Unfortunately all programs save files in different formats. For example, to use work created in WordPerfect on another computer running Word you have to save on to a floppy disk and then import it with the WordPerfect filter of Word. Most word processing packages have an extensive range of export and import filters, and you can usually find a common file format for transfer. Exchanging data between PCs and Apple computers is also possible.
Most programs allow you to open files saved with different packages.
Speech recognition allows you to dictate text directly into the computer at speeds of over 100 words per minute. The whole computer can be controlled by voice so that it is hardly necessary to touch the keyboard.
A personal voice module is first created for each person using the system. As you use the system and correct any mistakes or add new unrecognised words it continually improves and soon provides a very accurate reproduction. An additional module can be bought for medical words. Speech is dictated into a dictation window, where it can be played back and corrected. A single voice command transfers the text to the word processor or to any other program.

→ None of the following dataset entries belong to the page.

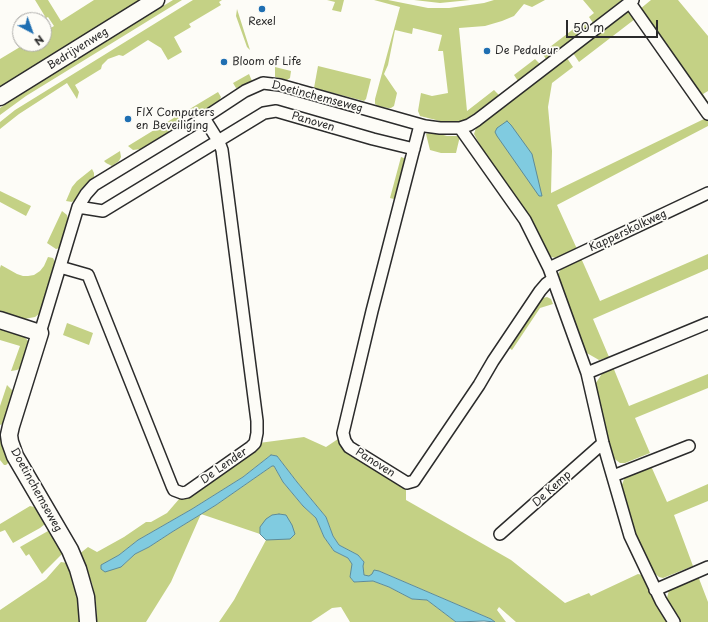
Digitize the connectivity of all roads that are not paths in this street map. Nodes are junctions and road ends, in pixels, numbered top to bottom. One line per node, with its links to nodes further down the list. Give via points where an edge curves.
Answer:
1 (156, 0): 3 (street, Bedrijvenweg)
2 (632, 1): 4 (street); 7 (street, Doetinchemseweg, via 477,120)
3 (0, 98)
4 (708, 114)
5 (204, 118): 6 (street, Doetinchemseweg, via 245,91 263,83 280,85); 8 (street, De Lender); 11 (street, Doetinchemseweg, via 94,185)
6 (420, 125): 7 (street, Doetinchemseweg); 9 (street, Panoven)
7 (460, 128): 13 (street, via 526,220)
8 (219, 142): 9 (street, Panoven, via 264,114 276,111); 11 (street, via 103,211); 12 (street, De Lender, via 257,422 257,433 251,447 187,492 174,490 88,275)
9 (414, 149): 14 (street, Panoven, via 343,433 348,447 407,483 414,481 540,291)
10 (708, 193): 13 (street, Kapperskolkweg)
11 (78, 207): 12 (street, Doetinchemseweg)
12 (60, 267): 17 (street, Doetinchemseweg)
13 (549, 268): 14 (street)
14 (553, 279): 18 (street)
15 (0, 320): 17 (street)
16 (708, 323): 18 (street)
17 (40, 333): 25 (street, Doetinchemseweg, via 11,426 10,442 15,456 70,550 86,597)
18 (586, 373): 19 (street)
19 (603, 443): 21 (street); 22 (street, De Kemp)
20 (688, 446): 21 (street)
21 (613, 476): 24 (street, via 630,536)
22 (500, 534)
23 (708, 567): 24 (street)
24 (655, 590): 26 (street)
25 (88, 622)
26 (674, 622)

Using a speech recognition system.
Desk top publishing
If you plan to create a document containing a complex mixture of text, headings, subheadings, and graphics you should consider using desk top publishing. Laying out the page in a desk top publishing program is much easier because text and graphics are entered into individual boxes on the screen, which can then be moved around at will allowing you to experiment with different layouts. The programs also contain templates for popular documents such as newsletters and brochures, which make designing a document even easier. There are now several excellent budget programs which offer more facilities than the average user is ever likely to need.
Desk top publishing
Ideal for handouts, patient information leaflets, etc
Works like a paste board
Much easier to control the precise position of figures and text than with a word processor
Special effects such as drop caps, complex text flow around drawings, creative text art forms
Advanced document management for large documents--page, figure, and chapternumbering; automatic indexing; cross referencing
Wide range of import filters for text and graphics created in other programs
Page grids for automatic alignment of text and graphics
Colour separation and colour control for professional colour printing
Saving your work
One of the advantages of word processors is that all your work can be saved on your hard disk or a floppy disk for later use. It is wise to save the document regularly as you type and to set the automatic save option of the program to “on” so that if you accidentally clear the screen or there is a power failure you will not lose the entire document.
Your computer's hard disk is essentially a filing cabinet. You should divide it into directories (drawers) with subdirectories (subdividers) so that you can easily find your filed material again. The word processor will suggest a main directory for storing your work, and it is a good idea to create subdirectories off this.
Most word processors require you to give your work a filename with a maximum of eight characters followed by a full stop and a three character extension--for example, document.jun. Some programs, however, allow longer, more informative filenames (Letter-to-John-Monday-5-June). It is a good idea to type the filename at the beginning of the document for later reference.
Organisation of files.
Finding a file
Even with detailed filenames and well organised subdirectories it can eventually become difficult to find a document again among the thousands on your computer. It helps to save a document summary with the file, but this requires some discipline.
A more efficient method is to use a text retrieval system such as that included in WordPerfect 6.0. The Quick Finder index can index every word in all the documents on the hard disk allowing instant searching of all words in your files.